Before receiving a donor heart, possible candidates must undergo rigorous testing to determine whether a transplant is advisable and pass screenings for any conditions that might cause rejection of the new heart. Approved candidates are then placed on a waiting list and must remain within two to three hours’ distance of the hospital. The candidates carry a pager so that they may be contacted immediately when a matching donor heart is found.
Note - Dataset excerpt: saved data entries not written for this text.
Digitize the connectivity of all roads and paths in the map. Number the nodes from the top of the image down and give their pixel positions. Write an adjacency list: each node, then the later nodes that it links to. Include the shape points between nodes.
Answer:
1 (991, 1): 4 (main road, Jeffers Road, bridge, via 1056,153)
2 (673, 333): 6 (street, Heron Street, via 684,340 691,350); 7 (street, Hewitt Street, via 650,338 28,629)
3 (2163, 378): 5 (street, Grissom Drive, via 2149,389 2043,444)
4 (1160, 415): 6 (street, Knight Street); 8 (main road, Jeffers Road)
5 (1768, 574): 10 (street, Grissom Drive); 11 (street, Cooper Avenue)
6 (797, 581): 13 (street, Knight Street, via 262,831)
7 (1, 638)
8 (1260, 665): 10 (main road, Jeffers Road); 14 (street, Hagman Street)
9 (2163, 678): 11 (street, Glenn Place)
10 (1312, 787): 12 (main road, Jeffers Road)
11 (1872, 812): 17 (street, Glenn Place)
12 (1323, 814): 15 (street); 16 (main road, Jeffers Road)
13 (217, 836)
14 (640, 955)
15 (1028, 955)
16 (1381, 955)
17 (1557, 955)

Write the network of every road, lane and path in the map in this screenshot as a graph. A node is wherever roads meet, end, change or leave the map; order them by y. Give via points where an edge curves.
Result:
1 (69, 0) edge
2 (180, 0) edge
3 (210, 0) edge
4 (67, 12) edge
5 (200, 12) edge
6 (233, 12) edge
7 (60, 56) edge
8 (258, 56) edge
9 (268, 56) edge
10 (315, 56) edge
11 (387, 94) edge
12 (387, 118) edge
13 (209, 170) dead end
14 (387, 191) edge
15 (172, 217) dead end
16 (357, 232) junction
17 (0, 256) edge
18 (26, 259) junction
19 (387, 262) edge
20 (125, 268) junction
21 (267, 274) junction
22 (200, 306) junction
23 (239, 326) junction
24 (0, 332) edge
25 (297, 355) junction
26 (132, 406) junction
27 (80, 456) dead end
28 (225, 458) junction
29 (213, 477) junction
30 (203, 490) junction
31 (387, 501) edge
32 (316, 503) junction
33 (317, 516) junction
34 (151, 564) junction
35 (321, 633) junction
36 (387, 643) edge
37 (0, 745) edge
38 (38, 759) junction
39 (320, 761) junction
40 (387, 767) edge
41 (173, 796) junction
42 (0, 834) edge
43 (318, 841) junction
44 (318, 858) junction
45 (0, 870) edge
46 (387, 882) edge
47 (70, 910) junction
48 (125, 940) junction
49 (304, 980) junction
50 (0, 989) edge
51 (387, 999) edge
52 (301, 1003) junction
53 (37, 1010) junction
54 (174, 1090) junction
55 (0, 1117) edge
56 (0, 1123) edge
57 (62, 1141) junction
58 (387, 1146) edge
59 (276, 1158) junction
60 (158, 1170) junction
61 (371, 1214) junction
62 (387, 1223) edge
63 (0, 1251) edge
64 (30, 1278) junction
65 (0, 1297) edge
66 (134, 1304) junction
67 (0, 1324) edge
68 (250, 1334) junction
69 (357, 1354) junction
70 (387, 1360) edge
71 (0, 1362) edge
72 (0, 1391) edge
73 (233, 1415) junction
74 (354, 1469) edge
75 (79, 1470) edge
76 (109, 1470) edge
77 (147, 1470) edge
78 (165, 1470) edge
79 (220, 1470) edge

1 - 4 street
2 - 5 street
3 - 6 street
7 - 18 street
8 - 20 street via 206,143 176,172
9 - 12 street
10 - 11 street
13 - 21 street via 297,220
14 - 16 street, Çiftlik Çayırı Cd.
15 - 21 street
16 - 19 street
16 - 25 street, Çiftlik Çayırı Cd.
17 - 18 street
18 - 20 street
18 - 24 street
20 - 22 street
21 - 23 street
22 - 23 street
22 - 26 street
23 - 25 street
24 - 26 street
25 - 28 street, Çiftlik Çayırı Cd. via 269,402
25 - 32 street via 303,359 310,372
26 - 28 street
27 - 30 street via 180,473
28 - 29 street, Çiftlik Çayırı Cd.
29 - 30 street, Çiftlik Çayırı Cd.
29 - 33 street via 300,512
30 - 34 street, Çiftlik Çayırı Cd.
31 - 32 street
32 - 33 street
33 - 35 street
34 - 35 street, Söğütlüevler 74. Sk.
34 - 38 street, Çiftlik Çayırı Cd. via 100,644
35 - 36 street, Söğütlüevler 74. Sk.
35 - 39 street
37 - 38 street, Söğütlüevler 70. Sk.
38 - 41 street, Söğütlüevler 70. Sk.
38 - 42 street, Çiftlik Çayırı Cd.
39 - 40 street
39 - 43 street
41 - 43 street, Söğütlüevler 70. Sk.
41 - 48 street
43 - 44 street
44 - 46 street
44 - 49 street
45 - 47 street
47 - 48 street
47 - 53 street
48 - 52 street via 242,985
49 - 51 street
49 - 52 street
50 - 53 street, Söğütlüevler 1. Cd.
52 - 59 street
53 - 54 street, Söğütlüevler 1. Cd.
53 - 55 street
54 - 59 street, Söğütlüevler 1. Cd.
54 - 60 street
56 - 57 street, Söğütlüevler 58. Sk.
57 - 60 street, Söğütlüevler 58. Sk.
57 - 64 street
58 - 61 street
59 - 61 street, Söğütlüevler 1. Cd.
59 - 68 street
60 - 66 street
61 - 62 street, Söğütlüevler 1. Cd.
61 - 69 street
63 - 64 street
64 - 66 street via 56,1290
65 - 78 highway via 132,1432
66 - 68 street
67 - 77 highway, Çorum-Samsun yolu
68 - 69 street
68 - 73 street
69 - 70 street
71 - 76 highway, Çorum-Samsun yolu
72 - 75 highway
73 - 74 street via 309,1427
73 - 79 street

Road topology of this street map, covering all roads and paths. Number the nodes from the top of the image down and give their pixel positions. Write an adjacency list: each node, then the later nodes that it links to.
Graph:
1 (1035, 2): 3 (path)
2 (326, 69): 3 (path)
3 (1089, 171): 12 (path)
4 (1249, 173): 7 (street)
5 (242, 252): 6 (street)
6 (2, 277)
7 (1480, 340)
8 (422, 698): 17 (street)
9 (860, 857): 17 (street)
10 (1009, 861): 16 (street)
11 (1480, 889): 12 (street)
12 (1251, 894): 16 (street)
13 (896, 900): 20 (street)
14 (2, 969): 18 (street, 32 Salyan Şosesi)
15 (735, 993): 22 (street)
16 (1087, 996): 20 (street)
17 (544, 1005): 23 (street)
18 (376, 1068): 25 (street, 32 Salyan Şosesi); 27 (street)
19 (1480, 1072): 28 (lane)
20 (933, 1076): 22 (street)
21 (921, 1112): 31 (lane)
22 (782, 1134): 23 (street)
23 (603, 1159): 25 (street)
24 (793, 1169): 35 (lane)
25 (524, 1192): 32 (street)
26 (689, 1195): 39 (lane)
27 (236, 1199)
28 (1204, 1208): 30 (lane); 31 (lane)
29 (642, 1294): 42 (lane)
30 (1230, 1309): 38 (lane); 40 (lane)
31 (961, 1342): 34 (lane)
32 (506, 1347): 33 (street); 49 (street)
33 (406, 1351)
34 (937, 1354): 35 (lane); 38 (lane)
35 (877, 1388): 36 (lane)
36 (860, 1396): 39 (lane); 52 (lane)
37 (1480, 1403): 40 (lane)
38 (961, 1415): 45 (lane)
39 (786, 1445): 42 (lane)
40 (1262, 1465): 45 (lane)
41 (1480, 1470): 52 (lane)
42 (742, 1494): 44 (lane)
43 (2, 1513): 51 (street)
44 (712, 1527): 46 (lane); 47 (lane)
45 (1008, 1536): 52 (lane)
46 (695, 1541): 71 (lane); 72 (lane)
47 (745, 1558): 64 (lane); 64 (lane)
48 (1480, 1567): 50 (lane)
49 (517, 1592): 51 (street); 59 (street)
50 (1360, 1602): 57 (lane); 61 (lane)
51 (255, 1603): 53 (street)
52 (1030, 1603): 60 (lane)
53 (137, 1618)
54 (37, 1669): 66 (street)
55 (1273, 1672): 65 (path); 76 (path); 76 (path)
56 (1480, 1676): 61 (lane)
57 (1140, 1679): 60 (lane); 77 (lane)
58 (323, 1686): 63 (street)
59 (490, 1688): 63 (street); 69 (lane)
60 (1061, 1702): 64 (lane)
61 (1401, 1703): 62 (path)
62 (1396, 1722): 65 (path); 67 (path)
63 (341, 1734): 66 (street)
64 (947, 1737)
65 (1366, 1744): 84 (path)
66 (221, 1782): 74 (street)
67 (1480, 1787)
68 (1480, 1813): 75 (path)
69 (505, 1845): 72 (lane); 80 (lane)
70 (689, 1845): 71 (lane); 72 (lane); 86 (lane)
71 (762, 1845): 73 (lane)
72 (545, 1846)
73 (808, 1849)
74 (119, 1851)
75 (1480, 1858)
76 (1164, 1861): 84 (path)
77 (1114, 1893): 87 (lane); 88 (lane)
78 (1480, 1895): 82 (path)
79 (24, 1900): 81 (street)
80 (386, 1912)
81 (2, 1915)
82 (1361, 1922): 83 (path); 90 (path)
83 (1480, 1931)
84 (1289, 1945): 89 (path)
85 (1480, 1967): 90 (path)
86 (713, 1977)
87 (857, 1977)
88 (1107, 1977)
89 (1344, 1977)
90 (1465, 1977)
How is the procedure performed?
During the operation, the patient is placed on a heart-lung machine, which takes over the job of pumping blood throughout the body. The surgeon then removes the patient’s heart by making incisions in the atria, aorta and pulmonary arteries. The donor heart is put in its place and reconnected to the sites where incisions were made. When blood vessels are reattached, blood flow is restored and the patient is removed from the heart-lung machine.
What happens afterward?
To assist recovery, a patient will have chest and upper abdomen drainage tubes kept in place for up to 48 hours to remove excess fluid remaining in the chest cavity. A breathing tube may also remain for a day or more until the patient can breathe unaided. Temporarily, the patient will receive water, food and medications intravenously, and recuperation at the hospital will last one to three weeks.
What about complications?
The most common complication is rejection of the new heart. This happens when the body’s immune cells identify the transplanted organ as foreign and try to destroy it. This can occur anytime after the transplant, which is why patients must take immunosuppressive drugs. But these drugs are something of a double-edged sword. Because they basically tell the immune system to hold off its attacks, the patient is at risk of severe infections. Doctors must balance the dose of immunosuppressive drugs so that a patient’s new heart is protected but his or her immune system is not completely shut down. It’s important for doctors to monitor heart transplant patients closely to prevent infections or to detect and treat them immediately.
How is the new heart monitored?
To watch patients for signs of heart rejection, small pieces of the transplanted heart are removed for examination. This procedure is called endomyocardial biopsy. If the biopsy shows damaged cells, the type of immunosuppressive drug or the dose may be changed. Biopsies of the heart muscle are usually performed once a week for the first six weeks, then every two weeks and then on a monthly schedule. After six months, the biopsies may be done every three to six months thereafter. Noninvasive tests now under investigation show promise for detecting rejection earlier and with less discomfort for patients.